The hotel had been losing money and its taxes unpaid. Jesse H. Jones offered to lease the land from the Rice Institute and replace the existing hotel through his company, the Houston Hotel Association. Jones obtained a ninety-nine year lease with an option for a ninety-nine year extension. The Rice Institute also invested funds from its endowment to assist Jones in building another hotel. After demolishing the original Rice Hotel in 1912, Jones hired Mauran, Russell & Crowell to design the new hotel. The new seventeen-story, C-shaped (or U-shaped) hotel opened in May 1913. The hotel featured four restaurants, a banquet room, a small concert hall, and a rooftop deck. The construction cost was about $3.5 million, .

In the first five years, the new Rice Hotel was losing money, but the Houston Hotel Association was able to repay its loans. Jesse Jones continued improving the building. In 1922, he installed air-conditioning in the Rice Hotel Cafeteria, the first for a public room in Houston. In 1924, he expanded the capacity of the cafeteria, but built over a basement pool (it would be discovered and re-opened in the 1998 renovation). In 1925, Jones hired Alfred C. Finn to design a new wing for the hotel, increasing the number of rooms to over 1,000 and creating the building's current E-shaped configuration. The Crystal Ballroom was air-conditioned in 1928, the same year that Houston hosted the National Democratic Convention. More than preparing the Rice Hotel for convention delegates, Jones lured the Democratic Convention to Houston in the first place, donating $200,000 to the cause, . A famous guest during the convention was Franklin D. Roosevelt, the not yet Governor of New York. Jones placed a large shed on the hotel roof before the Democratic Convention to serve as temporary accommodations. This hotel deck was a popular dance venue during the 1930s.

Jones continued investing in the Rice Hotel through the 1930s. The Rice Barber Shop was remodeled in 1930, and a major remodeling of the bottom floors in 1938 coincided with a new, art-deco dining area, the Empire Room. He opened a barber shop in 1930, which remained in business there until about 1977. Five years later, he introduced air-conditioning to the Crystal ballroom, perhaps the first dance venue with such an amenity in Houston. In 1940, Jones embarked on another major remodeling, transforming the cafeteria into the Skyline Room, replete with plastic upholstery and fluorescent lighting. A first among Houston hotels, the Rice installed an escalator in 1946. By 1949, all the guest rooms were air-conditioned. In 1951, Jones hired Staub & Rather to transform the roof deck over the seventeenth floor into an eighteenth floor edition to house the Petroleum Club of Houston.

After Jones died in 1956, the estate conveyed the Rice Hotel building to the Jones family non-profit, the Houston Endowment.
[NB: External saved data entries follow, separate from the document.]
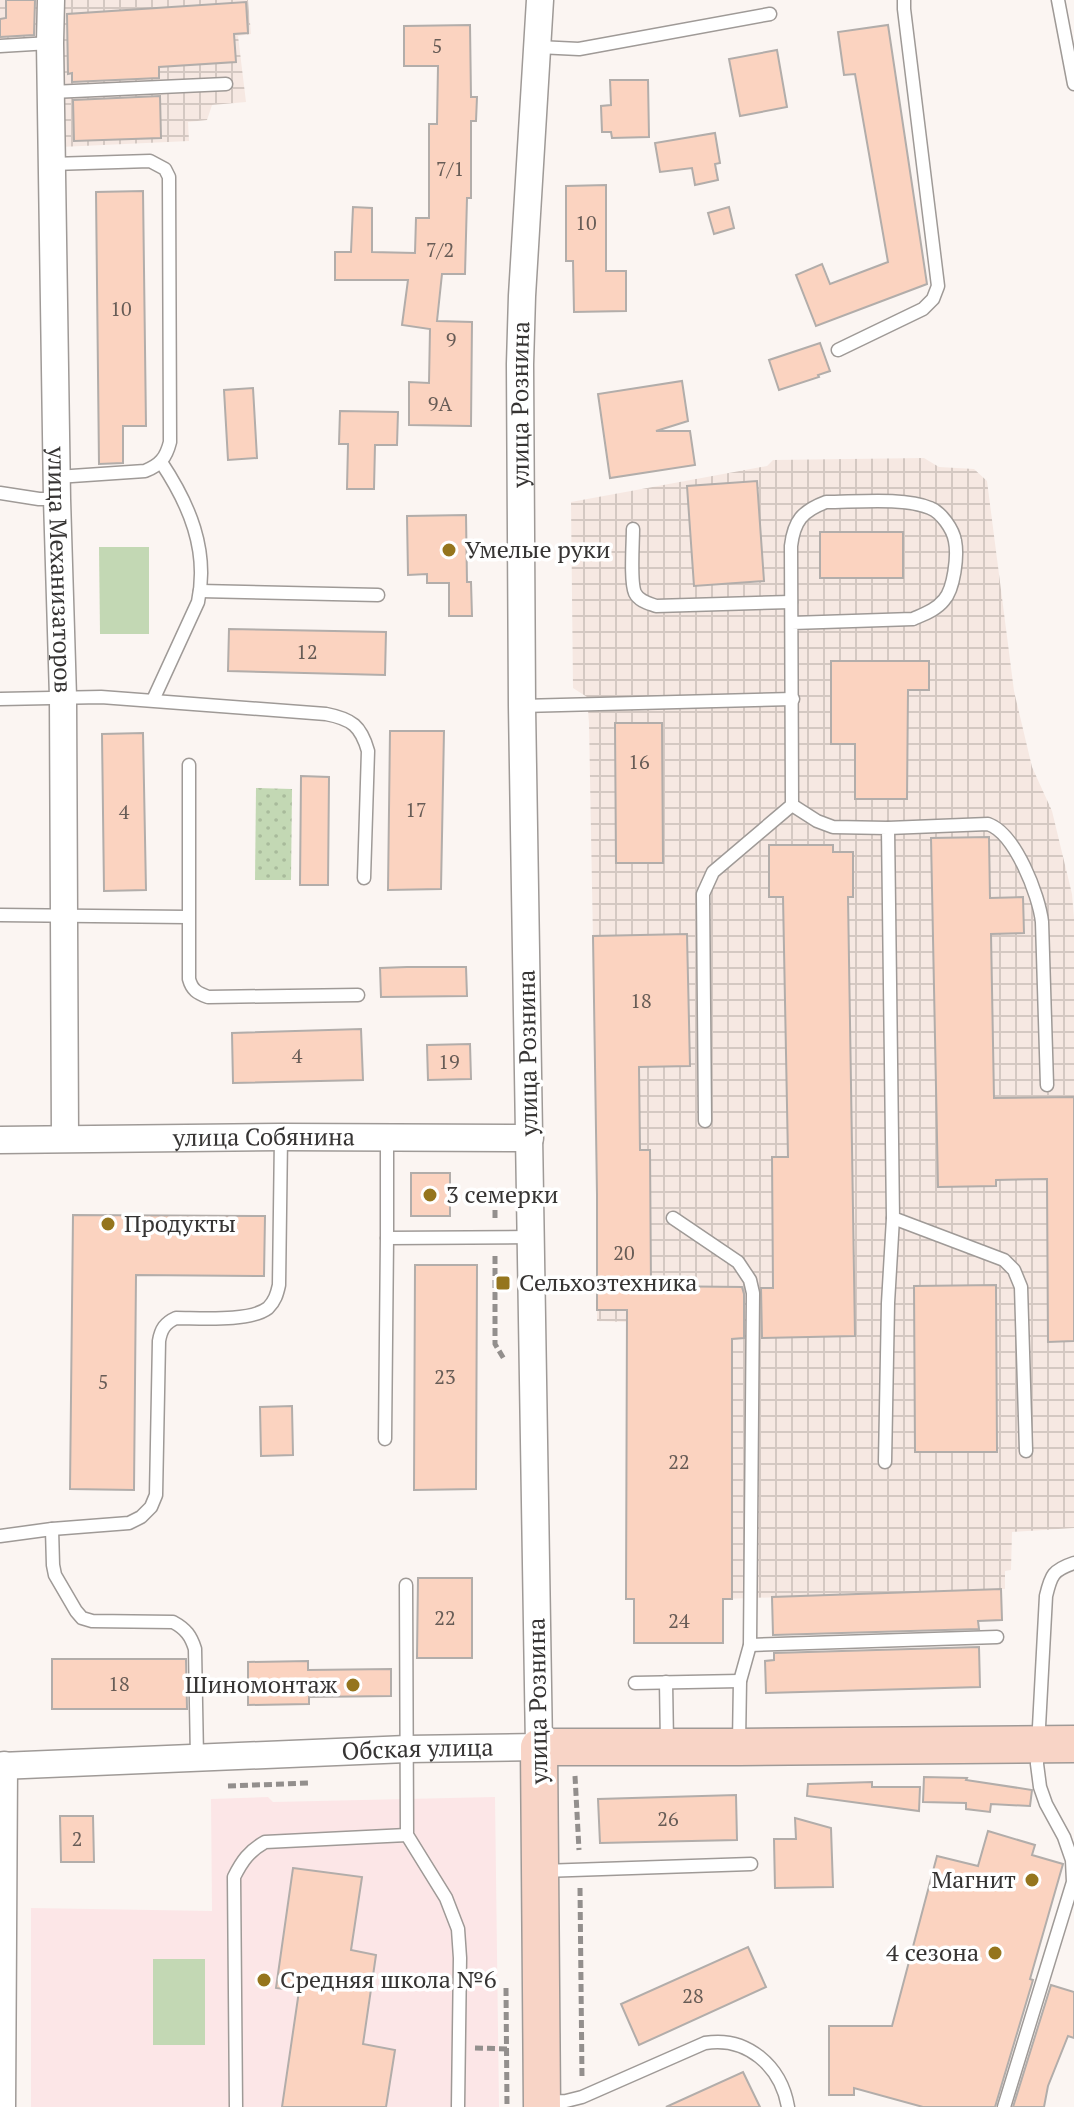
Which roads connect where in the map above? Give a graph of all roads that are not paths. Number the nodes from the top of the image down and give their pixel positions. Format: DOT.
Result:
graph roads {
  1 [pos="51,0"];
  2 [pos="540,0"];
  3 [pos="904,0"];
  4 [pos="1058,0"];
  5 [pos="770,14"];
  6 [pos="50,43"];
  7 [pos="0,46"];
  8 [pos="538,47"];
  9 [pos="226,84"];
  10 [pos="1074,84"];
  11 [pos="52,92"];
  12 [pos="52,164"];
  13 [pos="838,350"];
  14 [pos="161,462"];
  15 [pos="57,488"];
  16 [pos="0,493"];
  17 [pos="633,529"];
  18 [pos="200,591"];
  19 [pos="378,595"];
  20 [pos="791,602"];
  21 [pos="792,623"];
  22 [pos="63,697"];
  23 [pos="0,699"];
  24 [pos="793,699"];
  25 [pos="153,700"];
  26 [pos="522,706"];
  27 [pos="189,765"];
  28 [pos="792,805"];
  29 [pos="888,828"];
  30 [pos="364,878"];
  31 [pos="0,915"];
  32 [pos="64,915"];
  33 [pos="187,917"];
  34 [pos="358,995"];
  35 [pos="1047,1085"];
  36 [pos="705,1121"];
  37 [pos="281,1137"];
  38 [pos="65,1138"];
  39 [pos="387,1138"];
  40 [pos="530,1138"];
  41 [pos="0,1140"];
  42 [pos="673,1218"];
  43 [pos="893,1218"];
  44 [pos="531,1237"];
  45 [pos="387,1238"];
  46 [pos="385,1439"];
  47 [pos="1026,1451"];
  48 [pos="885,1462"];
  49 [pos="52,1529"];
  50 [pos="0,1536"];
  51 [pos="1074,1563"];
  52 [pos="406,1585"];
  53 [pos="997,1637"];
  54 [pos="750,1645"];
  55 [pos="740,1681"];
  56 [pos="666,1682"];
  57 [pos="635,1683"];
  58 [pos="1037,1744"];
  59 [pos="1074,1744"];
  60 [pos="539,1747"];
  61 [pos="667,1747"];
  62 [pos="739,1747"];
  63 [pos="407,1749"];
  64 [pos="197,1758"];
  65 [pos="2,1766"];
  66 [pos="407,1835"];
  67 [pos="751,1864"];
  68 [pos="539,1871"];
  69 [pos="1,2064"];
  70 [pos="542,2105"];
  71 [pos="2,2107"];
  72 [pos="236,2107"];
  73 [pos="458,2107"];
  74 [pos="788,2107"];
  75 [pos="1004,2107"];
  1 -- 6 [label="street, улица Механизаторов"];
  2 -- 8 [label="street, улица Рознина"];
  3 -- 13 [label="lane"];
  4 -- 10 [label="lane"];
  5 -- 8 [label="lane"];
  6 -- 7 [label="lane"];
  6 -- 11 [label="street, улица Механизаторов"];
  8 -- 26 [label="street, улица Рознина"];
  9 -- 11 [label="lane"];
  11 -- 12 [label="street, улица Механизаторов"];
  12 -- 14 [label="lane"];
  12 -- 15 [label="street, улица Механизаторов"];
  14 -- 15 [label="lane"];
  14 -- 18 [label="lane"];
  15 -- 16 [label="lane"];
  15 -- 22 [label="street, улица Механизаторов"];
  17 -- 20 [label="lane"];
  18 -- 19 [label="lane"];
  18 -- 25 [label="lane"];
  20 -- 21 [label="lane"];
  20 -- 21 [label="lane"];
  21 -- 24 [label="lane"];
  22 -- 23 [label="lane"];
  22 -- 25 [label="lane"];
  22 -- 32 [label="street, улица Механизаторов"];
  24 -- 26 [label="lane"];
  24 -- 28 [label="lane"];
  25 -- 30 [label="lane"];
  26 -- 40 [label="street, улица Рознина"];
  27 -- 33 [label="lane"];
  28 -- 29 [label="lane"];
  28 -- 36 [label="lane"];
  29 -- 35 [label="lane"];
  29 -- 43 [label="lane"];
  31 -- 32 [label="lane"];
  32 -- 33 [label="lane"];
  32 -- 38 [label="street, улица Механизаторов"];
  33 -- 34 [label="lane"];
  37 -- 38 [label="street, улица Собянина"];
  37 -- 39 [label="street, улица Собянина"];
  37 -- 49 [label="lane"];
  38 -- 41 [label="street, улица Собянина"];
  39 -- 40 [label="street, улица Собянина"];
  39 -- 45 [label="lane"];
  40 -- 44 [label="street, улица Рознина"];
  42 -- 54 [label="lane"];
  43 -- 47 [label="lane"];
  43 -- 48 [label="lane"];
  44 -- 45 [label="lane"];
  44 -- 60 [label="street, улица Рознина"];
  45 -- 46 [label="lane"];
  49 -- 50 [label="lane"];
  49 -- 64 [label="lane"];
  51 -- 58 [label="lane"];
  52 -- 63 [label="lane"];
  53 -- 54 [label="lane"];
  54 -- 55 [label="lane"];
  55 -- 56 [label="lane"];
  55 -- 62 [label="lane"];
  56 -- 57 [label="lane"];
  56 -- 61 [label="lane"];
  58 -- 59 [label="main road, Обская улица"];
  58 -- 62 [label="main road, Обская улица"];
  58 -- 75 [label="lane"];
  60 -- 61 [label="main road, Обская улица"];
  60 -- 63 [label="street, Обская улица"];
  60 -- 68 [label="main road, улица Рознина"];
  61 -- 62 [label="main road, Обская улица"];
  63 -- 64 [label="street, Обская улица"];
  63 -- 66 [label="lane"];
  64 -- 65 [label="street, Обская улица"];
  65 -- 69 [label="street"];
  66 -- 72 [label="lane"];
  66 -- 73 [label="lane"];
  67 -- 68 [label="lane"];
  68 -- 70 [label="main road, улица Рознина"];
  69 -- 71 [label="street"];
  70 -- 74 [label="lane"];
}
The Rice continued to operate as a hotel under the management of the Houston Endowment until 1971. In 1957, Houston Endowment remodeled the Old Capital Club and the Flag Room from the previously existing Empire Room. They commissioned a five-story annex for a motor lobby and a second grand ballroom in 1958. The hotel featured fine dining in the Flag Room, a casual first-floor coffee shop, and the underground Rice Hotel Cafeteria, known for its signature dish, rice pudding. It had a variety of retail shops, including a lobby news stand, a hat store, and Bilton's Fine Jewelry.

In 1962 the Rice Hotel was used for a meeting of NASA Astronaut Group 2 - The New Nine - all of whom booked in with the code name "Max Peck" as portrayed on the 1998 HBO miniseries From the Earth to the Moon. At the time, the hotel's general manager was named Max Peck.

United States President John F. Kennedy visited the Rice Hotel on September 12, 1962, following his "We choose to go to the Moon" speech, and on November 21, 1963, before traveling to Fort Worth, and then Dallas, where he was assassinated. Kennedy used a suite at the Rice Hotel to hold meetings, which was supplied with caviar, champagne, and his favorite beer. After a brief visit at a LULAC event and his speech at the Albert Thomas Convention Center, he returned to his suite for a change of clothes. After less than six hours in Houston, he headed to the airport for his flight to Fort Worth. He also delivered his famous speech on religion in politics there to the Greater Houston Ministerial Conference on September 12, 1960. Other notable people who have orated at the Rice are Texas Governor William P. Hobby and Captain James A. Baker of Baker and Botts.

Other notable guests of the Rice Hotel include Groucho Marx and Liberace. Notable musicians who have performed at the Rice include Tommy Dorsey, Perry Como, Xavier Cugat, Woody Herman, Lawrence Welk, and a young Illinois Jacquet.

Rice University assumed ownership of the Rice Hotel through a donation from the Houston Endowment. The university had already owned the land since 1900, and the hotel had been operating under a ninety-nine year lease. The hotel ran profitably for a couple of years. However, Rice University estimated compliance to a new 1974 Houston fire code would cost as much as $1.2 million. In December 1974, the university warned that they might demolish the hotel if they could not sell it. Rittenhouse Capital Corporation purchased the property in 1975, and briefly operated as the Rice Rittenhouse Hotel, opening in April 1976 after being closed for remodeling. The hotel closed again in August 1977.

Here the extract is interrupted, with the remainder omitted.